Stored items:

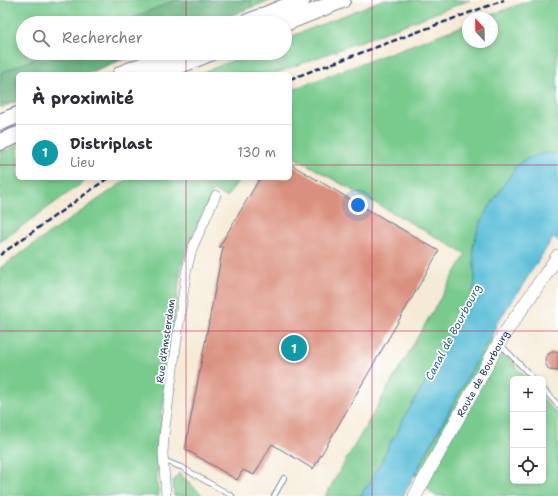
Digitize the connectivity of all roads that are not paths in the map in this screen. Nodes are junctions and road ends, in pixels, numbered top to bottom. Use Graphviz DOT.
graph roads {
  1 [pos="302,0"];
  2 [pos="342,0"];
  3 [pos="263,16"];
  4 [pos="292,20"];
  5 [pos="156,60"];
  6 [pos="193,60"];
  7 [pos="126,72"];
  8 [pos="164,72"];
  9 [pos="16,111"];
  10 [pos="16,116"];
  11 [pos="0,117"];
  12 [pos="0,122"];
  13 [pos="16,130"];
  14 [pos="0,136"];
  15 [pos="16,136"];
  16 [pos="0,142"];
  17 [pos="216,195"];
  18 [pos="558,256"];
  19 [pos="499,342"];
  20 [pos="531,376"];
  21 [pos="546,392"];
  22 [pos="558,404"];
  23 [pos="163,460"];
  24 [pos="284,478"];
  25 [pos="166,496"];
  26 [pos="232,496"];
  27 [pos="274,496"];
  28 [pos="415,496"];
  1 -- 3 [label="highway"];
  2 -- 4 [label="highway"];
  5 -- 7 [label="highway"];
  6 -- 8 [label="highway"];
  9 -- 11 [label="highway"];
  10 -- 12 [label="highway"];
  13 -- 14 [label="highway"];
  15 -- 16 [label="highway"];
  17 -- 23 [label="street, Rue d'Amsterdam"];
  18 -- 19 [label="main road, Route de Bourbourg"];
  19 -- 20 [label="lane"];
  19 -- 28 [label="main road, Route de Bourbourg"];
  21 -- 22 [label="lane"];
  23 -- 25 [label="street, Rue d'Amsterdam"];
  23 -- 26 [label="lane"];
  24 -- 27 [label="lane"];
}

Problem to solve: Every line above should be output exactly, except for the pictures.

Exercise output:
Digitize the connectivity of all roads that are not paths in the map in this screen. Nodes are junctions and road ends, in pixels, numbered top to bottom. Use Graphviz DOT.
graph roads {
  1 [pos="302,0"];
  2 [pos="342,0"];
  3 [pos="263,16"];
  4 [pos="292,20"];
  5 [pos="156,60"];
  6 [pos="193,60"];
  7 [pos="126,72"];
  8 [pos="164,72"];
  9 [pos="16,111"];
  10 [pos="16,116"];
  11 [pos="0,117"];
  12 [pos="0,122"];
  13 [pos="16,130"];
  14 [pos="0,136"];
  15 [pos="16,136"];
  16 [pos="0,142"];
  17 [pos="216,195"];
  18 [pos="558,256"];
  19 [pos="499,342"];
  20 [pos="531,376"];
  21 [pos="546,392"];
  22 [pos="558,404"];
  23 [pos="163,460"];
  24 [pos="284,478"];
  25 [pos="166,496"];
  26 [pos="232,496"];
  27 [pos="274,496"];
  28 [pos="415,496"];
  1 -- 3 [label="highway"];
  2 -- 4 [label="highway"];
  5 -- 7 [label="highway"];
  6 -- 8 [label="highway"];
  9 -- 11 [label="highway"];
  10 -- 12 [label="highway"];
  13 -- 14 [label="highway"];
  15 -- 16 [label="highway"];
  17 -- 23 [label="street, Rue d'Amsterdam"];
  18 -- 19 [label="main road, Route de Bourbourg"];
  19 -- 20 [label="lane"];
  19 -- 28 [label="main road, Route de Bourbourg"];
  21 -- 22 [label="lane"];
  23 -- 25 [label="street, Rue d'Amsterdam"];
  23 -- 26 [label="lane"];
  24 -- 27 [label="lane"];
}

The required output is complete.